Vertical Privilege escalation vulnerability on Netgear devices

A critical vulnerability of the type -privilege escalation has been found on multiple models of Netgear routers. The vulnerability can cause escalation of privilege on the Netgear routers, though no records of the exploits have been discovered or documented yet. The vulnerability was first announced on 10th August, 2021.

What is the CVSS score of the vulnerability on the Netgear devices?

The privilege escalation vulnerability is being tracked under CVE-2021-38539. It carries a base score of 7.5, which signifies medium impact on the IT infrastructure. The NIST website puts this as a HIGH impact vulnerability with a base temporal score of 8.8.

What Netgear devices are affected with the CVE-2021-38539?

The following models of Netgear devices are affected with vertical privilege escalation attacks under CVE-2021-38539:

• D8500, running firmware versions prior to 1.0.3.44
• R6400v2, running firmware versions prior to 1.0.2.66
• R6700, running firmware versions prior to 1.0.2.6
• R6700v3, running firmware versions prior to 1.0.2.66
• R6900, running firmware versions prior to 1.0.2.4
• R6900P, running firmware versions prior to 1.3.2.126
• R7000, running firmware versions prior to 1.0.9.42
• R7000P, running firmware versions prior to 1.3.2.126
• R7100LG, running firmware versions prior to 1.0.0.50
• R7300DST, running firmware versions prior to 1.0.0.70
• R7900, running firmware versions prior to 1.0.3.10
• R8300, running firmware versions prior to 1.0.2.130
• R8500, running firmware versions prior to 1.0.2.130

What is the remedy for the CVE-2021-38539?

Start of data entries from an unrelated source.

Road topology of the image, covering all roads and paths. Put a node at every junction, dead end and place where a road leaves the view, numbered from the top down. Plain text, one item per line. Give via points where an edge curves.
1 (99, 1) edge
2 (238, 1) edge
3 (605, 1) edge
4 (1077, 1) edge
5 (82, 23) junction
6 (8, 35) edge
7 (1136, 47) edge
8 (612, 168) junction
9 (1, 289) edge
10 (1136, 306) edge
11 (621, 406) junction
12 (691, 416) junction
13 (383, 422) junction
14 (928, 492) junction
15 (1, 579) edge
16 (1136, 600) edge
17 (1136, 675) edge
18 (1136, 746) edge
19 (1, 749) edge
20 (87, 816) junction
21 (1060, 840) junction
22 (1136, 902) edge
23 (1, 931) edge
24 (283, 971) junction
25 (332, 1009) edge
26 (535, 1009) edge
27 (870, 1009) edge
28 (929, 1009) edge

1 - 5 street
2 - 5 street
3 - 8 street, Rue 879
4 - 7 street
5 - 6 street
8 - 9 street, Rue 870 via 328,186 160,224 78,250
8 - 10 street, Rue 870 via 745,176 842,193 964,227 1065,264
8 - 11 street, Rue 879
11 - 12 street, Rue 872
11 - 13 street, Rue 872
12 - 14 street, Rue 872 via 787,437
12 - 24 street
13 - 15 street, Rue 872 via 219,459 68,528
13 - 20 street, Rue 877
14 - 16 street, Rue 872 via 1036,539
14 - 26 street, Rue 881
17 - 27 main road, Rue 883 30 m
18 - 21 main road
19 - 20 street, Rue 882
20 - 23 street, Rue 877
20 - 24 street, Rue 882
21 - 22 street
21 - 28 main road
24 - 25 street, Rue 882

Netgear has released a firmware update for the affected router models. Please update the firmware on your Netgear model to the latest version to remain patched against the vulnerability.

How can I update firmware on my Netgear router?

To check for new firmware and update your Netgear router manually:

1. Connect your computer to your router with an Ethernet cable.
2. Launch a web browser and enter routerlogin.net into the address bar. This should bring up a login screen.
   The router login window displays.
3. Enter the router admin user name and password. The default user name is admin. The password is the one you specified the first time you logged in. The user name and password are case-sensitive.
4. Select Firmware Update or Router Update.
5. Click Check. This will check the firmware availability for your series of routers.
6. The router searches for new firmware.
7. If new firmware is available, click Yes.

Once you click Yes, please do not interrupt the firmware update cycle. Do not use the Internet during the firmware update process. Let the router download the firmware, install it on the device. Once the firmware is installed on the router, it will re-start. Upon restart, you should verify the firmware version on your Netgear router.

How can I check the current firmware version on the Netgear router?

1. Launch a web browser from a computer or mobile device that is connected to your network.
2. Enter http://192.168.100.1. This could also be another IP address. So, please do check the correct IP address for your Netgear router.
3. Enter your router’s user name and password.
   The user name is admin. The default password is password. The user name and password are case-sensitive.
   The BASIC Netgear Home page displays.
4. Select ADVANCED.
   The firmware version displays on this screen.

Summary

Multiple Netgear router models are affected with privilege escalation vulnerability. It is recommended to install the latest firmware update on Netgear’s affected router models to resolve the vulnerability.